» Excerpted data

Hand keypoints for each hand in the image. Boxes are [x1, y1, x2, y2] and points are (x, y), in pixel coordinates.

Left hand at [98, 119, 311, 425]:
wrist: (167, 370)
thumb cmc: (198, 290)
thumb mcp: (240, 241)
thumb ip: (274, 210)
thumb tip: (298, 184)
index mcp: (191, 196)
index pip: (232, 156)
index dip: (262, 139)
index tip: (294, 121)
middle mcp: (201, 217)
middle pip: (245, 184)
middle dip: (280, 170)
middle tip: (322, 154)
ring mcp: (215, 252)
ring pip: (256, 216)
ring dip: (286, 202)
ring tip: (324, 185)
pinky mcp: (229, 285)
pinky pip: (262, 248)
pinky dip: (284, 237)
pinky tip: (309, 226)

» Problem statement
Return, please, every line from the one that contains "middle mcp: (201, 217)" through the final line of the listing, exactly, and no others.

» Exercise response
middle mcp: (201, 217)
middle pip: (245, 184)
middle dip: (280, 170)
middle tip: (322, 154)
ring mcp: (215, 252)
ring pip: (256, 216)
ring dip: (286, 202)
ring tip: (324, 185)
pinky mcp: (229, 285)
pinky pip: (262, 248)
pinky dip: (284, 237)
pinky tip: (309, 226)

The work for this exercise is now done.